Wednesday, March 9, 2011

A Home for the Homeless: Hotel de Riviera

Soon after I moved here I noticed a rustic-looking hotel on Carrillo that I thought might be a good spot for out-of-town visitors... until I start paying closer attention to the client base. At any point in the day, you see people in various states of dishevelment lingering on the lawn in front of the hotel, garbed in the finest the nearby Goodwill has to offer. "What is this, some kind of whorehouse?" I wondered.

As it turns out, the Hotel de Riviera is a space for adults in recovery, a "Dual Diagnosis Structural Clean & Sober Living Environment" with 30 single-occupant rooms. Pretty sweet deal for those down on their luck, right? There are six other projects like the Hotel de Riviera in Santa Barbara County, which are collectively "State Department of Housing and Community Development (HCD) Rental Housing Complexes."

Wednesday, January 19, 2011

Illustrious Past

What's that? A castle? In Santa Barbara!? Sadly this castle houses naught but a CVS and a franchised dance school. The only knights hanging around are the illustrious purchasers of 3AM donuts and beggars of cigarettes/change. The full title is "The Pythian Castle Lodge Hall" and it's a registered historic structure. The Knights of Pythias is a fraternal organization that used to have lots of castles/temples/lodges nationwide. The ultimate Pythian Castle is in Missouri, and puts Santa Barbara's to shame. Fun fact: Sun Ra was a Pythian Knight!

Thursday, September 30, 2010

Everyone's Plants

Do you like succulents? If you happen to kill off everything potted, but still really like plants, then this is the greenery for you. Succulents thrive in Santa Barbara, but I don't see very many lawns that feature them. Usually they are on the sidewalks or along the hiking trails. If you see a fairly small one, I encourage you to dig it out and replant it at home. I'm really tempted to do so with the ones pictured.

Wednesday, September 29, 2010

52 Messages

Every Tuesday I have to walk up and down Carrillo Hill in the evening. The reason for this is not important. What matters is that going once a week to a place you can't help but notice trivial/odd things about it. For example, over the course of three Tuesdays I watched a skunk decompose and get picked apart, eventually leaving a tuft of tail that is still stuck to the sidewalk. Along my route there are also a few 2-liter soda bottles crammed under bush filled with what must be urine; they have remained in the same position for at least a month.

The best thing along this walk, however, are the playing cards that I always find either scattered on the ground or stapled/paper-clipped/taped to trees or sign posts. The cards are all sharpied with an obscure phrase. I like to think of the person who does this as "The Masked Messenger." The one pictured above proclaims "scary good."

Thursday, September 23, 2010

"Citizen journalism"

Now you can also follow Santa Barbara Unseen on, a site where a bunch of Santa Barbara people have their own blogs. They write about all sorts of things, usually with considerable eccentricity. We'll try to live up to that, but we're still getting it caught up with the version you see here. When we do, however... the only possible advice is, prepare.
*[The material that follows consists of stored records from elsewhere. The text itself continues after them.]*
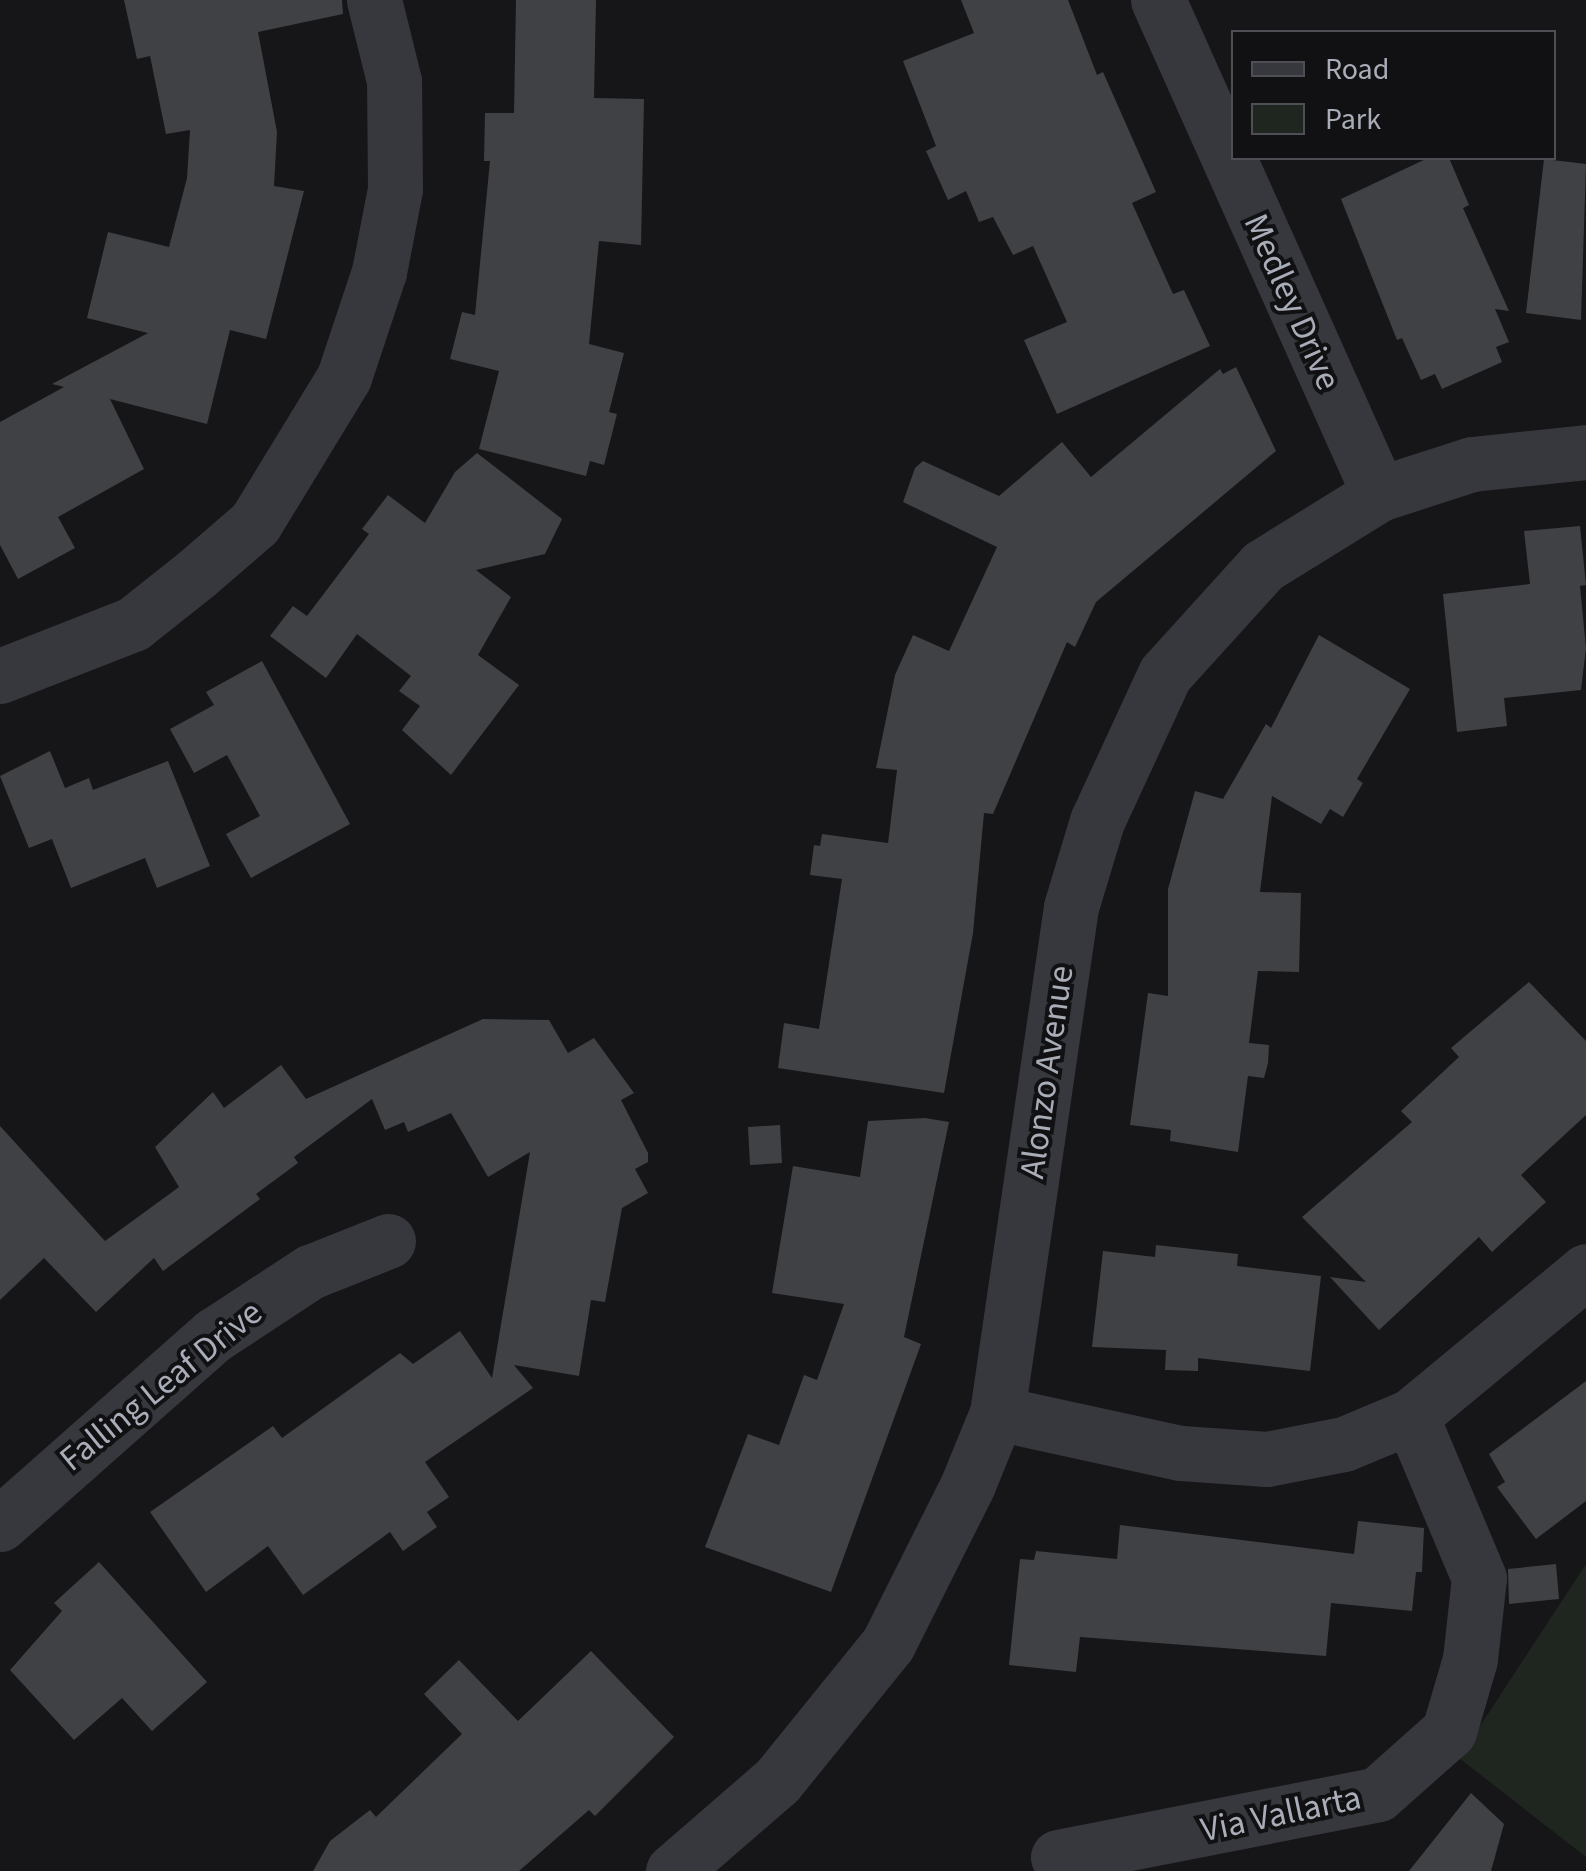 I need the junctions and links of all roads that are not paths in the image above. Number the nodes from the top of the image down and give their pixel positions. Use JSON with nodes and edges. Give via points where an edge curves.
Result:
{"nodes":[{"id":1,"x":374,"y":0,"type":"edge"},
{"id":2,"x":1158,"y":0,"type":"edge"},
{"id":3,"x":1586,"y":452,"type":"edge"},
{"id":4,"x":1379,"y":494,"type":"junction"},
{"id":5,"x":0,"y":676,"type":"edge"},
{"id":6,"x":388,"y":1241,"type":"dead end"},
{"id":7,"x":1586,"y":1271,"type":"edge"},
{"id":8,"x":997,"y":1413,"type":"junction"},
{"id":9,"x":1412,"y":1416,"type":"junction"},
{"id":10,"x":0,"y":1524,"type":"edge"},
{"id":11,"x":1058,"y":1857,"type":"dead end"},
{"id":12,"x":673,"y":1871,"type":"edge"}],
"edges":[{"from":1,"to":5,"type":"street","via":[[394,81],[395,189],[379,272],[344,377],[255,523],[211,562],[133,624]]},
{"from":2,"to":4,"type":"street","name":"Medley Drive"},
{"from":3,"to":4,"type":"street","name":"Alonzo Avenue","via":[[1472,464]]},
{"from":4,"to":8,"type":"street","name":"Alonzo Avenue","via":[[1262,566],[1205,625],[1164,674],[1097,821],[1072,908]]},
{"from":6,"to":10,"type":"street","name":"Falling Leaf Drive","via":[[310,1272],[214,1335]]},
{"from":7,"to":9,"type":"street"},
{"from":8,"to":9,"type":"street","via":[[1180,1453],[1267,1458],[1344,1444]]},
{"from":8,"to":12,"type":"street","name":"Alonzo Avenue","via":[[888,1644],[776,1780]]},
{"from":9,"to":11,"type":"street","name":"Via Vallarta","via":[[1479,1578],[1470,1659],[1449,1731],[1378,1794]]}]}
Tuesday, September 14, 2010

Then who is responsible?

You see these abandoned shopping carts all over Santa Barbara. I have it on good authority that this tree is nowhere near a market. Trader Joe's? Twenty-minute walk east. Ralph's? Ten-minute walk west. The cart didn't roll here by itself. It's not one of those homeless chariots, laden to the point of metal fatigue with plastic bags barely encasing lord knows what. I don't even know who I'd approach to get pointed in the direction of where I might possibly find something like answers. Not to get all Resnais on you, but:

"I am not responsible," says the street crackpot.

"I am not responsible," says the bored adolescent joyrider.

"I am not responsible," says the confused, foreign grandma.

Then who is responsible?

Thursday, September 9, 2010


I've noticed that abandoned/left behind/unloved buildings in the downtown area have a habit of sitting around and decaying; the cheap cork board tacked to the windows getting progressively water-streaked and rotted. The above home has been left in this state since I moved downtown two years ago, the only difference being that the menacing "CONDEMNED" sign disappeared at some point.